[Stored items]
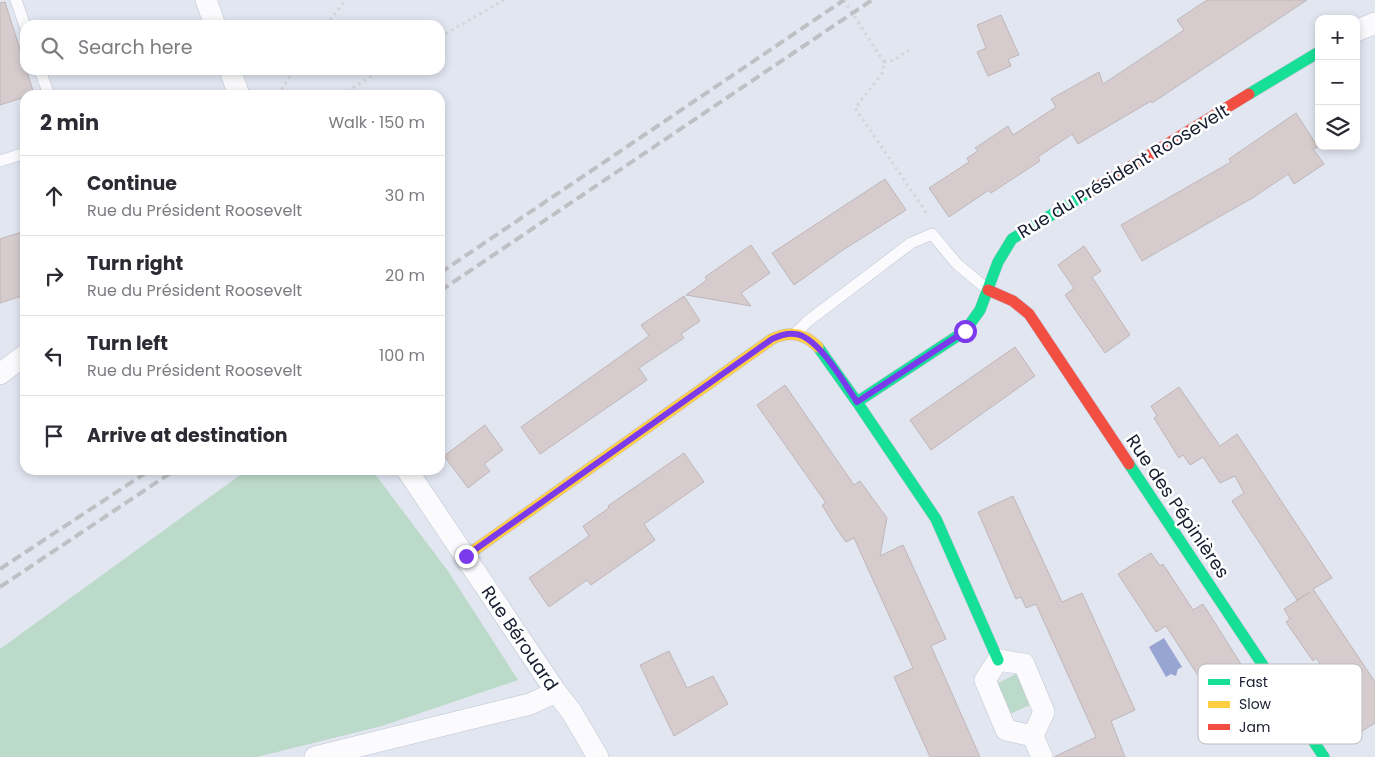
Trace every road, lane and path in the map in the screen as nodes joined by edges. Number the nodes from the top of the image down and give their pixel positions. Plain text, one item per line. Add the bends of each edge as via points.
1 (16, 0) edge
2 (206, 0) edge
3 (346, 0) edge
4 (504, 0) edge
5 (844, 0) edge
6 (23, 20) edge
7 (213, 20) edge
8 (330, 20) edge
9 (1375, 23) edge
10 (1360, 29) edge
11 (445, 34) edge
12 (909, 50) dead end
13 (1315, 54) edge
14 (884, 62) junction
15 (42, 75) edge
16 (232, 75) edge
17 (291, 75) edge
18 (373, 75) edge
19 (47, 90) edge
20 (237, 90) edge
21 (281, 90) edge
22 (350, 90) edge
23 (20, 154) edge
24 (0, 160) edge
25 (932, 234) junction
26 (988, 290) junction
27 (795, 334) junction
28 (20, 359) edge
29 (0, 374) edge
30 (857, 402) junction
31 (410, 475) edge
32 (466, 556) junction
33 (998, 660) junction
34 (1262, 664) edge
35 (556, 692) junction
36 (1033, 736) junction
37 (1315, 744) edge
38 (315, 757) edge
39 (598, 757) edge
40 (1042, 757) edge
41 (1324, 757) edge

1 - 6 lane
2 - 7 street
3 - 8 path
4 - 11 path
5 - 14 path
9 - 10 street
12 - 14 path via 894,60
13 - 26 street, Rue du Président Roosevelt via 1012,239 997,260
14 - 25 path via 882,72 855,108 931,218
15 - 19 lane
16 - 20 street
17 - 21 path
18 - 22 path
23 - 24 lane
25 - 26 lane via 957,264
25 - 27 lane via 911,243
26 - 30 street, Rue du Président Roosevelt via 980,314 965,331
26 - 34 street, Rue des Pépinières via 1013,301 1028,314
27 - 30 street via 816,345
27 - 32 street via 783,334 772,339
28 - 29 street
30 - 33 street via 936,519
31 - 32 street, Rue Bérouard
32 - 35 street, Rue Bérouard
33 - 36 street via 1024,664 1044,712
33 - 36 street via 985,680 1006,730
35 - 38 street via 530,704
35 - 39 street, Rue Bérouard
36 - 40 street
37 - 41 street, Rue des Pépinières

— PROBLEM —
In the entries above, find lines with "Bérouard" and copy each.

— WRITTEN RESPONSE —
31 - 32 street, Rue Bérouard
32 - 35 street, Rue Bérouard
35 - 39 street, Rue Bérouard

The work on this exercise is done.